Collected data
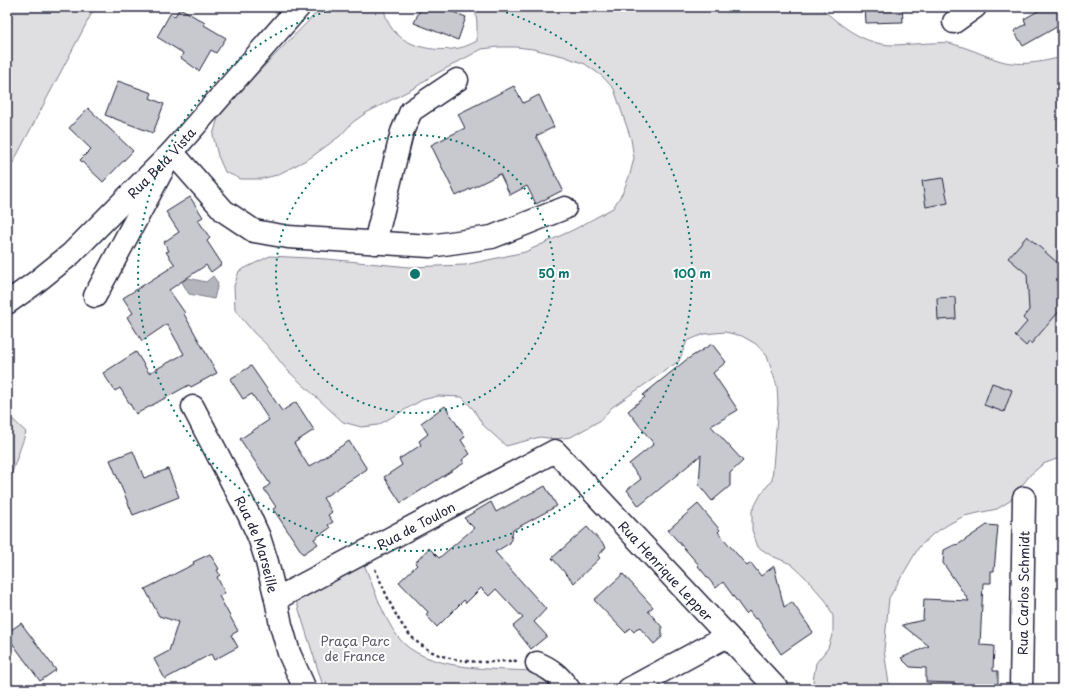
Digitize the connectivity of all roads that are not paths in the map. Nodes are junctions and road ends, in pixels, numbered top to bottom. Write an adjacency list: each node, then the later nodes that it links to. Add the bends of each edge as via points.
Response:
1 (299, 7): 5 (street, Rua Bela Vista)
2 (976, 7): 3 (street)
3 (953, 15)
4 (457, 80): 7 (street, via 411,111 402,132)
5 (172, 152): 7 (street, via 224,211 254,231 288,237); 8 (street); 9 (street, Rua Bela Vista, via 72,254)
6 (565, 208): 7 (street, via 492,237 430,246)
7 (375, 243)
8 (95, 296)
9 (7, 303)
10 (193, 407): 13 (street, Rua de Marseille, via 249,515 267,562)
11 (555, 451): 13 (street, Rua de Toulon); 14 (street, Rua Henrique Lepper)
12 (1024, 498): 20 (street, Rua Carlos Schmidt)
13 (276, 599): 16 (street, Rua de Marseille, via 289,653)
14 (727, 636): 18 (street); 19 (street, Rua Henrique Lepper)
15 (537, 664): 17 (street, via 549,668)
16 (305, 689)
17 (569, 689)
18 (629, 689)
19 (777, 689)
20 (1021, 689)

- _Problem description_
With the images excluded, reproduce the data above precisely as written.

- _Result of this task_
Digitize the connectivity of all roads that are not paths in the map. Nodes are junctions and road ends, in pixels, numbered top to bottom. Write an adjacency list: each node, then the later nodes that it links to. Add the bends of each edge as via points.
Response:
1 (299, 7): 5 (street, Rua Bela Vista)
2 (976, 7): 3 (street)
3 (953, 15)
4 (457, 80): 7 (street, via 411,111 402,132)
5 (172, 152): 7 (street, via 224,211 254,231 288,237); 8 (street); 9 (street, Rua Bela Vista, via 72,254)
6 (565, 208): 7 (street, via 492,237 430,246)
7 (375, 243)
8 (95, 296)
9 (7, 303)
10 (193, 407): 13 (street, Rua de Marseille, via 249,515 267,562)
11 (555, 451): 13 (street, Rua de Toulon); 14 (street, Rua Henrique Lepper)
12 (1024, 498): 20 (street, Rua Carlos Schmidt)
13 (276, 599): 16 (street, Rua de Marseille, via 289,653)
14 (727, 636): 18 (street); 19 (street, Rua Henrique Lepper)
15 (537, 664): 17 (street, via 549,668)
16 (305, 689)
17 (569, 689)
18 (629, 689)
19 (777, 689)
20 (1021, 689)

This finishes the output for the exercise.